Stories of “social contagion” are fairly common in a number of literatures now, most famously in the work of Christakis & Fowler. Those two authors have won media fame for claims that, for example, obesity is contagious the same way a cold is contagious. The basic point is uncontroversial – surely everyone believes in peer effects – but showing the size of the contagion in a rigorous statistical way is controversial indeed. In the present paper, Shalizi and Thomas point out, in what is really a one-line proof once everything is written down properly, that contagion cannot be distinguished from latent homophily in real world data.

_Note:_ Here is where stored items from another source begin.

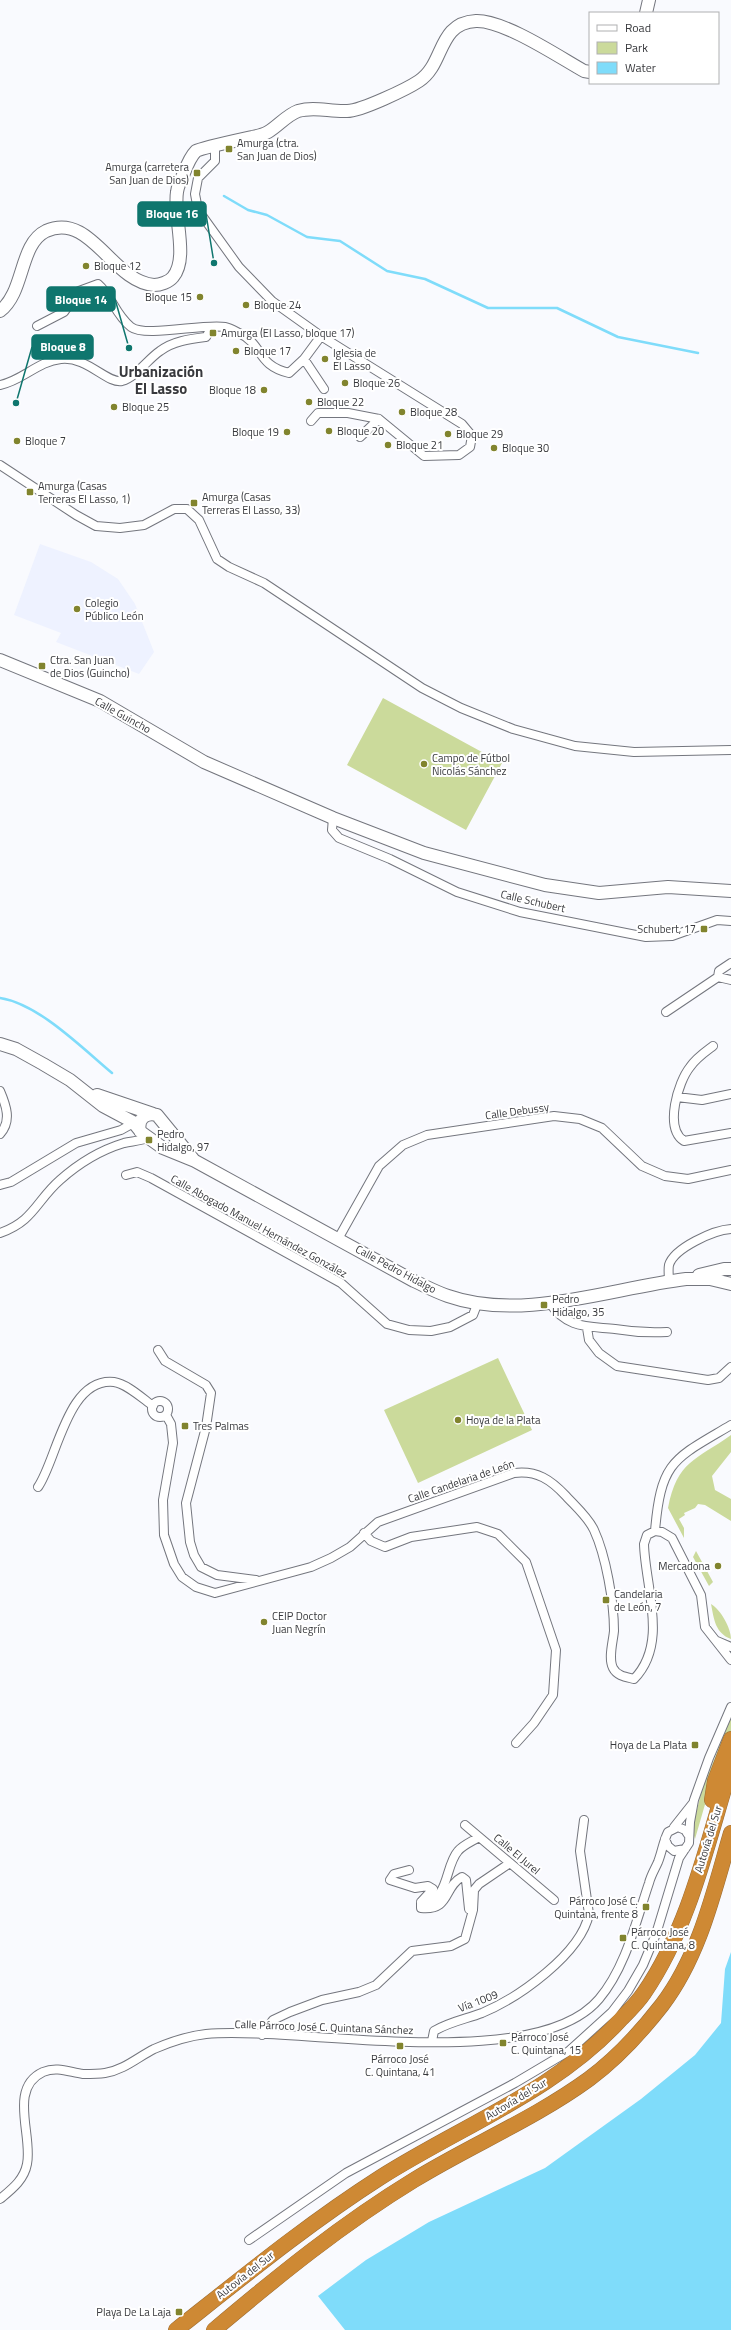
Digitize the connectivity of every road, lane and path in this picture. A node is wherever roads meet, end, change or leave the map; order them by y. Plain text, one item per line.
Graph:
1 (649, 0) edge
2 (646, 12) edge
3 (589, 72) edge
4 (215, 147) junction
5 (0, 311) edge
6 (37, 326) dead end
7 (212, 327) junction
8 (321, 336) junction
9 (304, 359) junction
10 (0, 385) edge
11 (324, 389) dead end
12 (379, 419) junction
13 (311, 421) dead end
14 (360, 437) dead end
15 (0, 465) edge
16 (0, 660) edge
17 (731, 750) edge
18 (333, 818) junction
19 (731, 891) edge
20 (731, 921) edge
21 (731, 963) edge
22 (718, 977) junction
23 (731, 980) edge
24 (666, 1012) dead end
25 (0, 1044) edge
26 (713, 1046) dead end
27 (83, 1090) junction
28 (0, 1091) edge
29 (731, 1094) edge
30 (677, 1097) junction
31 (153, 1114) junction
32 (163, 1125) junction
33 (141, 1127) junction
34 (731, 1133) edge
35 (0, 1134) edge
36 (196, 1161) junction
37 (731, 1170) edge
38 (126, 1175) dead end
39 (0, 1185) edge
40 (731, 1229) edge
41 (0, 1233) edge
42 (338, 1239) junction
43 (727, 1269) edge
44 (686, 1279) junction
45 (669, 1281) junction
46 (728, 1283) edge
47 (478, 1302) junction
48 (550, 1302) junction
49 (587, 1328) junction
50 (667, 1332) dead end
51 (158, 1350) dead end
52 (731, 1367) edge
53 (153, 1406) junction
54 (166, 1415) junction
55 (731, 1425) edge
56 (38, 1487) dead end
57 (655, 1531) junction
58 (364, 1533) junction
59 (261, 1581) junction
60 (712, 1638) junction
61 (731, 1647) edge
62 (731, 1660) edge
63 (731, 1707) edge
64 (731, 1739) edge
65 (516, 1743) dead end
66 (731, 1766) edge
67 (694, 1800) junction
68 (584, 1820) dead end
69 (465, 1825) dead end
70 (674, 1828) junction
71 (731, 1833) edge
72 (689, 1836) junction
73 (479, 1837) junction
74 (665, 1839) junction
75 (706, 1845) junction
76 (685, 1849) junction
77 (672, 1850) junction
78 (658, 1862) junction
79 (510, 1863) junction
80 (409, 1870) dead end
81 (672, 1876) junction
82 (554, 1900) dead end
83 (421, 1902) junction
84 (469, 1926) junction
85 (262, 2035) junction
86 (432, 2041) junction
87 (0, 2199) edge
88 (249, 2240) dead end
89 (176, 2330) edge
90 (214, 2330) edge

1 - 2 street
3 - 4 street
4 - 5 street
4 - 8 street
6 - 7 street
7 - 9 street
7 - 10 street
8 - 9 street
8 - 12 street
9 - 11 street
12 - 13 street
12 - 14 street
15 - 17 street
16 - 18 street, Calle Guincho
18 - 19 street, Calle Guincho
18 - 20 street, Calle Schubert
21 - 22 street
22 - 23 street
22 - 24 street
25 - 27 street
26 - 30 street
27 - 31 street
27 - 33 street
28 - 35 street
29 - 30 street
30 - 34 street
31 - 32 street
31 - 33 street
32 - 33 street
32 - 36 street
33 - 36 street
33 - 39 street
33 - 41 street
36 - 42 street, Calle Pedro Hidalgo
37 - 42 street, Calle Debussy
38 - 47 street, Calle Abogado Manuel Hernández González
40 - 45 street
42 - 47 street, Calle Pedro Hidalgo
43 - 44 street, Calle Pedro Hidalgo
43 - 46 street, Calle Pedro Hidalgo
44 - 45 street, Calle Pedro Hidalgo
44 - 46 street, Calle Pedro Hidalgo
45 - 48 street, Calle Pedro Hidalgo
47 - 48 street, Calle Pedro Hidalgo
48 - 49 street
49 - 50 street
49 - 52 street
51 - 59 street
53 - 54 street
53 - 54 street
53 - 56 street
54 - 59 street, Calle Candelaria de León
55 - 57 street
57 - 58 street, Calle Candelaria de León
57 - 60 street
58 - 59 street, Calle Candelaria de León
58 - 65 street
60 - 61 street
60 - 62 street
63 - 67 street
64 - 75 highway
66 - 75 highway, Autovía del Sur
67 - 70 street
67 - 72 street
68 - 86 street, Vía 1009
69 - 73 street, Calle El Jurel
70 - 72 street
70 - 74 street
71 - 90 highway, Autovía del Sur
72 - 76 street
73 - 79 street, Calle El Jurel
73 - 83 street
74 - 77 street
74 - 78 street, Calle Párroco José C. Quintana Sánchez
75 - 89 highway, Autovía del Sur
76 - 77 street
76 - 81 street, Autovía del Sur
77 - 78 street, Calle Párroco José C. Quintana Sánchez
77 - 81 street, Autovía del Sur
78 - 86 street, Calle Párroco José C. Quintana Sánchez
79 - 82 street, Calle El Jurel
79 - 84 street
80 - 83 street
81 - 88 street, Autovía del Sur
83 - 84 street
84 - 85 street
85 - 86 street, Calle Párroco José C. Quintana Sánchez
85 - 87 street, Calle Párroco José C. Quintana Sánchez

Consider the authors’ bridge-jumping example. Joey jumps off a bridge, then Ian does. What might be going on? It may be peer pressure, in which case breaking the social tie between Golden Child Ian and Bad Apple Joey would break the contagion and keep Ian from jumping. It might be, though, that both are members of a thrill-seeking club, whose membership roll is public and can therefore be conditioned on; call this manifest homophily. But it may be that Joey and Ian met on a rollercoaster, and happen to have a shared taste for thrillseeking which is not observable by the analyst; call this latent homophily. More generally, social networks form endogenously based on shared interests: how do I know whether obesity is contagious or whether people who like going out for steak and potatoes are more likely to be friends?
A nice way to analyze this problem is in terms of graphical causal models. For some reason, economists (and as far as I know, other social scientists) generally are unaware of the causal model literature, but it is terribly useful whenever you want to reason about when and in what direction causality can flow, given some basic assumptions. Judea Pearl has a great book which will get you up to speed. The homophily/contagion problem is simple. If past outcomes are informative about current period outcomes, and unobserved traits are informative about each other when two people share a social tie, and those unobserved traits are informative about current period outcomes, then when two people share a social tie, Joey’s period t-1 outcome will be statistically linked to Ian’s period t outcome, even if there is no actual contagion. That is, no matter what observable data we condition on, we cannot separate a direct effect of the social tie on outcomes from the indirect path identified in the previous sentence.
Christakis and Fowler, in a 2007 paper, offered a way around this problem: take advantage of asymmetry. If Joey reports Ian as his best friend, but Ian does not report Joey as his best friend, then the influence from Ian to Joey should be stronger than the influence from Joey to Ian. Shalizi and Thomas show that the asymmetry trick requires fairly strict assumptions about how latent homophily affects outcomes.
So what can be done? If all variables of interest for predicting outcomes and social ties were known to the researcher, then certainly we can distinguish between contagion and latent homophily, since there would then be no latent homophily. Even if not all relevant latent variables are known to the analyst, it still may be possible to make some progress by constructing Manski-style bounds using well-known properties of, for example, linear causal models. If the social network did not possess homophily – for instance, if the relevant network was randomly assigned in an experiment – then we are also OK. One way to approximate this is to control for latent variables by using statistical techniques to identify clusters of friends who seem like they may share unobservable interests; work in this area is far from complete, but interesting.